Publications (* = refereed)
Phenomenological naturalism is the view that nature is the ontological ground of beings in their intelligibility. On this view, nature is the ground of the existence of both the objects and laws discovered by the sciences, as well as the transcendental conditions that allow those objects and laws to be understood. I have a number of papers in progress on this topic.
“Time Will Tell”
For both Heidegger and Merleau-Ponty, temporality is the fundamental ground of phenomena. For both, it is also intimately tied up with our mode of being as subjects. Does this have the consequence that phenomena are grounded on subjects? I argue that it does not. Although temporality is a structure that is essential to our mode of being, phenomena are not our creations. Phenomena remain objective because the temporal paths which lead to their manifestation are not constituted by us; rather, we are constituted by temporality. Our subjectivity is grounded in the same horizon that allows other phenomena to become manifest. Other phenomena may need us in order to manifest themselves, but the reverse holds too: subjects and objects are equally fundamental ‘moments’ of temporalization. So, although temporalization essentially involves the actualization of factical subjects, this process should not be seen as ‘subjective.’ Therefore, properly understood, it is temporality, and not subjectivity, that is the ground of phenomena. The resulting objectivity of phenomena is not the objectivity of self-standing substances, but the objectivity of beings that make themselves manifest in time. I suggest that this conception of temporality opens the way to an ontology that is neither realist, nor straightforwardly idealist.
“Problem of Consciousness or Paradox of Subjectivity”
I argue that our openness to the world is irreducible to an object in the world. While it has been argued that experience is irreducible to anything physical because of its ‘subjectivity,’ this has usually meant that experiences are irreducible to anything physical because they possess qualitative characters, or qualia. I argue, instead, that ‘subjectivity’ needs to be understood in terms of its transcendental role, as what makes possible our experiential access to entities in the world. Because subjectivity makes it possible for entities in the world to be manifest to us at all, subjectivity cannot be explained in terms of the entities it makes available. Since the very intelligibility of the existence of the entities posited by metaphysics and natural science depends on subjectivity, those posited entities cannot function as the explanatory grounds of subjectivity unless we simply assume that those entities are capable of grounding their own intelligibility.

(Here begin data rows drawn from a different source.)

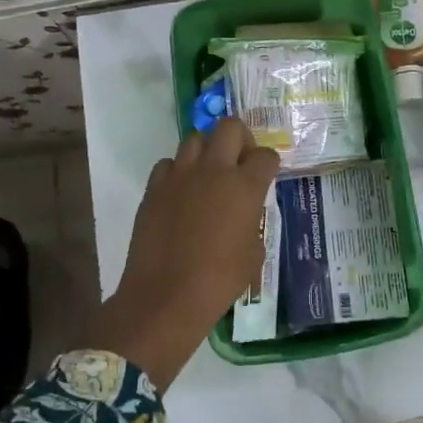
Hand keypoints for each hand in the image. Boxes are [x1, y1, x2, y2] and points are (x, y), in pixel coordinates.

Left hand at [88, 118, 279, 389]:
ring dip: (206, 151)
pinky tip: (180, 194)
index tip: (265, 177)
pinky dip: (177, 172)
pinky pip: (168, 164)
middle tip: (238, 162)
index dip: (268, 164)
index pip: (265, 155)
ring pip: (194, 138)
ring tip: (208, 175)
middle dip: (239, 139)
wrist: (165, 296)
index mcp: (245, 186)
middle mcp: (213, 170)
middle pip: (229, 126)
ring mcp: (180, 176)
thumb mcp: (254, 254)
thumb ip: (253, 221)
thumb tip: (245, 213)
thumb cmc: (219, 280)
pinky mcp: (154, 188)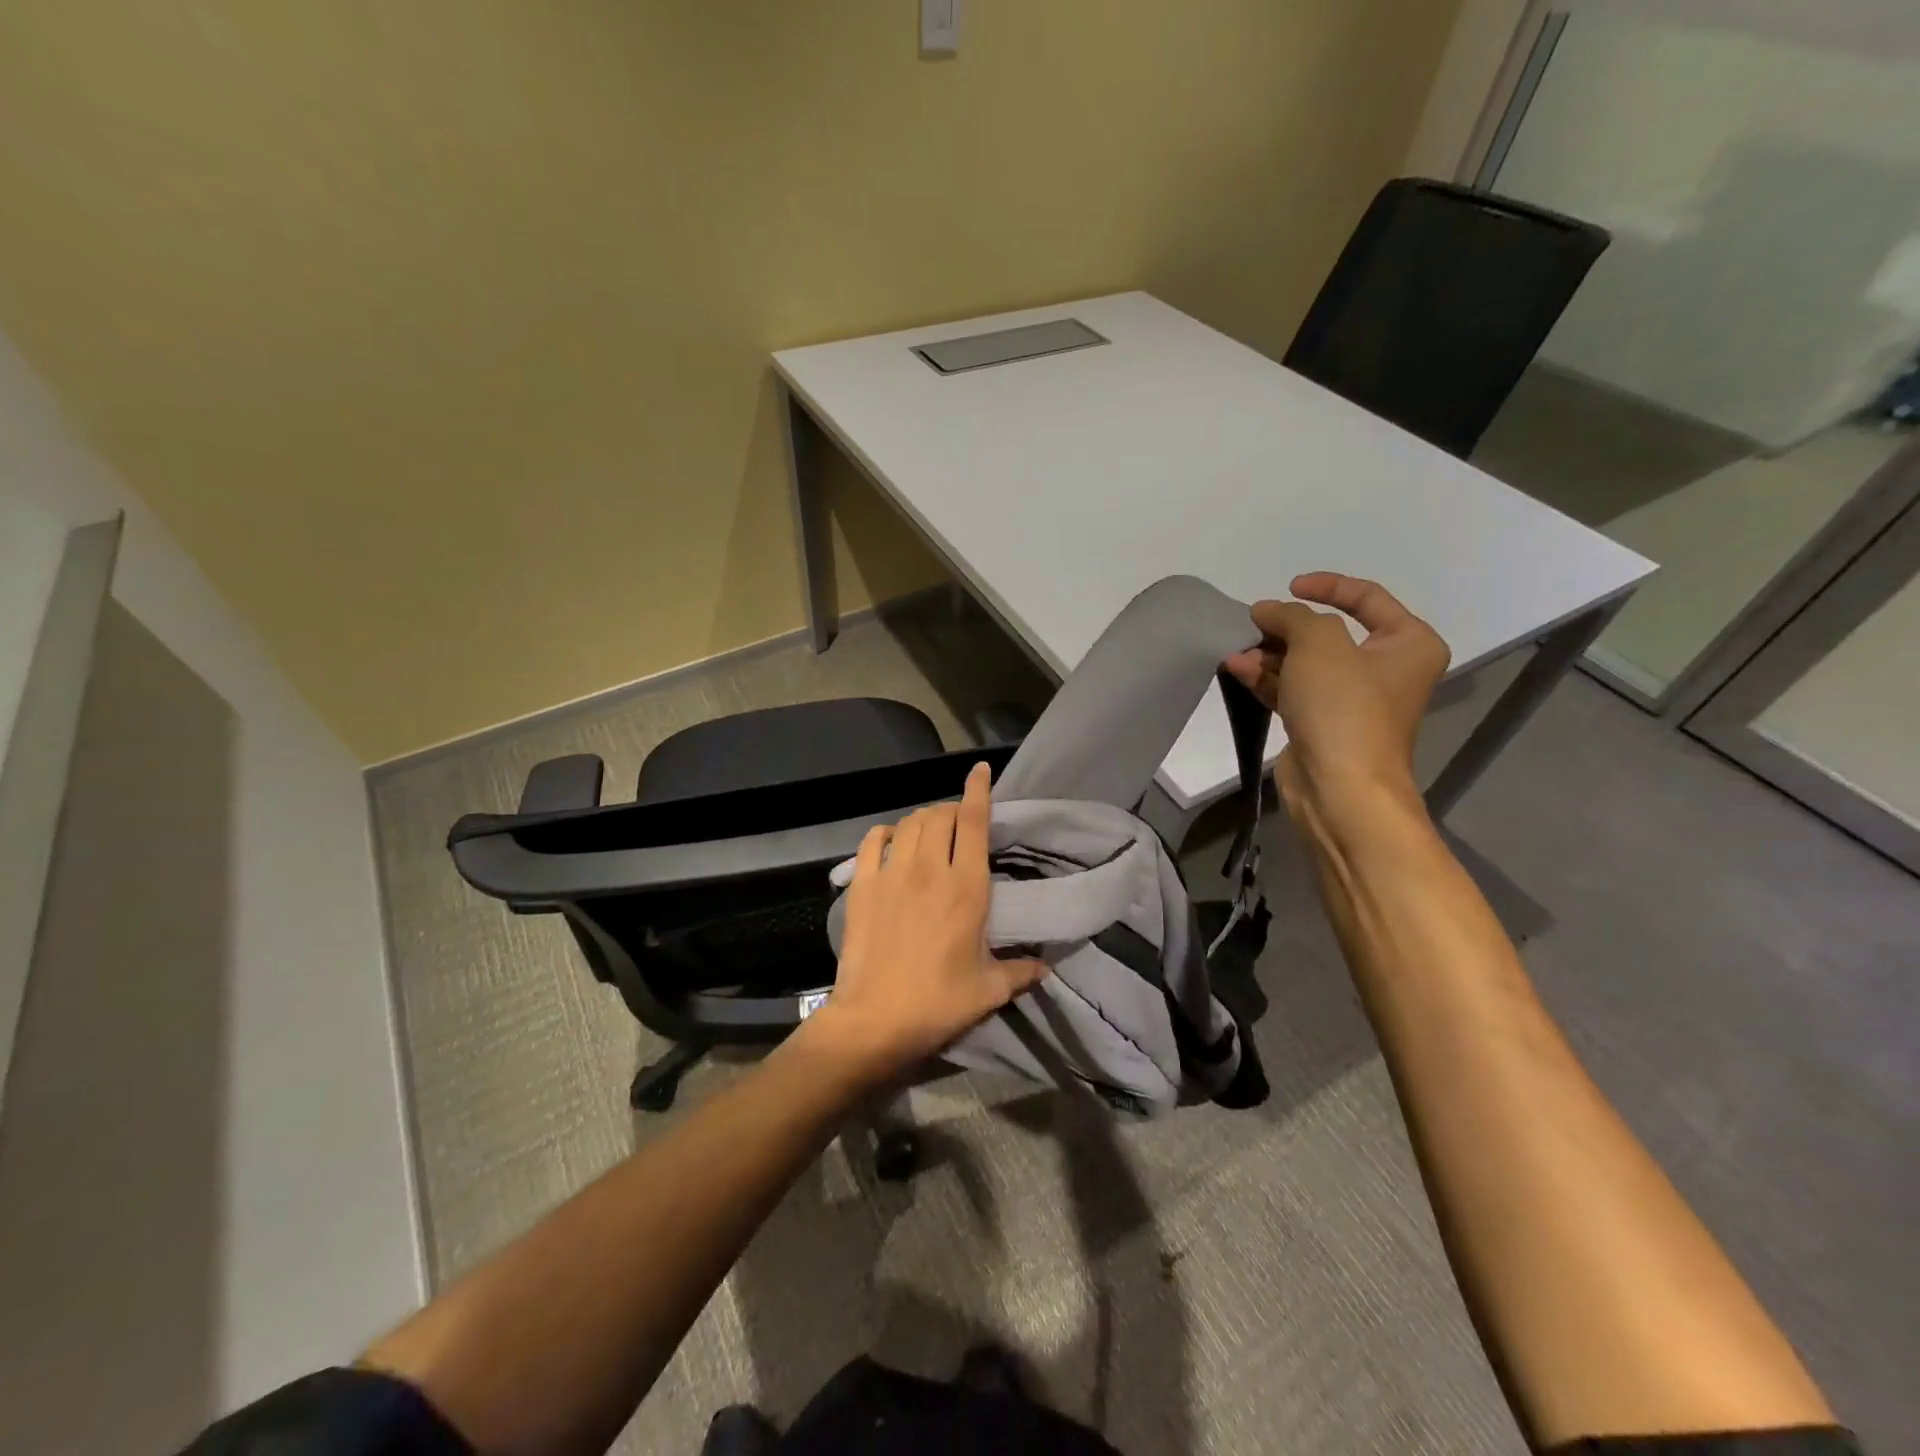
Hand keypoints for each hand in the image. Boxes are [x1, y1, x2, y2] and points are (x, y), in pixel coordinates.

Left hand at [808, 762, 1046, 1080]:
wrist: (875, 1019)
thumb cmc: (938, 1002)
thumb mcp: (988, 990)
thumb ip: (1020, 972)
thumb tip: (1046, 968)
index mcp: (966, 888)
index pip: (974, 823)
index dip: (978, 791)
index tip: (980, 770)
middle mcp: (930, 869)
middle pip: (940, 816)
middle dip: (951, 809)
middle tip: (958, 822)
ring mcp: (892, 874)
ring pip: (909, 823)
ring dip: (923, 818)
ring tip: (930, 830)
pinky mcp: (863, 886)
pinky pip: (873, 841)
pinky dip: (886, 832)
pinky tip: (892, 839)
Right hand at [1224, 572, 1449, 815]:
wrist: (1340, 786)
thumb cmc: (1344, 706)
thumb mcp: (1320, 643)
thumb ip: (1291, 616)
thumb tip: (1266, 611)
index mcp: (1408, 644)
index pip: (1368, 598)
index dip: (1327, 586)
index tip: (1289, 587)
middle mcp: (1386, 670)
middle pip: (1330, 633)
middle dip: (1286, 627)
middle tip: (1253, 624)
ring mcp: (1352, 701)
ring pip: (1306, 663)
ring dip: (1269, 653)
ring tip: (1236, 650)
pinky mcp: (1322, 725)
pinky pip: (1292, 690)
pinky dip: (1267, 678)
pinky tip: (1236, 668)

Phenomenology and the Philosophy of Perception
I hope to draw out affinities between phenomenology and relationalist views in Anglophone philosophy of perception. Phenomenologists and relationalists both maintain that perception is a direct encounter with entities and properties in the world, and both want to explain perceptual encounters in a way that can support the mind-independent existence of the objects that we perceive. But if experience doesn’t stop short of its objects, then how can those objects also be independent of experience? My project aims at recovering answers to this question from the phenomenological tradition, and aims to connect the phenomenological approach to the line of analytic philosophy stretching from P. F. Strawson’s reading of Kant, through to Gareth Evans, John McDowell, John Campbell, M. G. F. Martin, Lucy Allais, and Anil Gomes. I am currently revising a paper on this topic, and have been planning a sequel.
“Seeing and Time”
Phenomenological theories of perception face a version of the argument from illusion. They need to show that although perception and illusion can be subjectively indistinguishable, it does not follow that an illusion’s failure to be a direct relation to an independently existing thing must be generalized to veridical perception as well. I argue that Merleau-Ponty’s answer to the argument from illusion commits him to a form of disjunctivism that is underwritten by considerations regarding the limits of our self-awareness. I review briefly why the limits of self-awareness might be relevant to a defense of disjunctivism, looking at work by M. G. F. Martin. Next, I provide evidence that Merleau-Ponty ties the possibility of illusion to the limits of our self-awareness. Finally, I suggest that for Merleau-Ponty these limits ultimately reflect features of the temporality that structures both the objects of our awareness and our awareness itself.
Phenomenology and Metaphysical Grounding
“Big Nothing: Wittgenstein and Heidegger on Making Sense”
Metaphysicians have posited a primitive notion of metaphysical dependence: ground. They’ve also asked: ‘what grounds ground?’ I want use that question to make sense of two central Heideggerian notions: (a) the meaning of being, and (b) the nothing. Heidegger argues that we should not take the meaning of being for granted, and should try to get clear about the condition—being—that makes the existence of beings possible. What do we mean when we say that some being exists? Heidegger argues that the condition that makes existence possible cannot itself be a being. Heidegger says that this condition, being, ‘is’ nothing. What could that possibly mean? I suggest that it is an answer to the question: ‘what grounds ground?’ Heidegger’s answer is: nothing. Facts about grounding are brute facts, and nothing explains why a brute fact obtains. But for Heidegger, this means that the possibility of brute facts is explained by (i.e., grounded in) a condition which is not a being, a condition which allows brute facts to be intelligible as brute facts.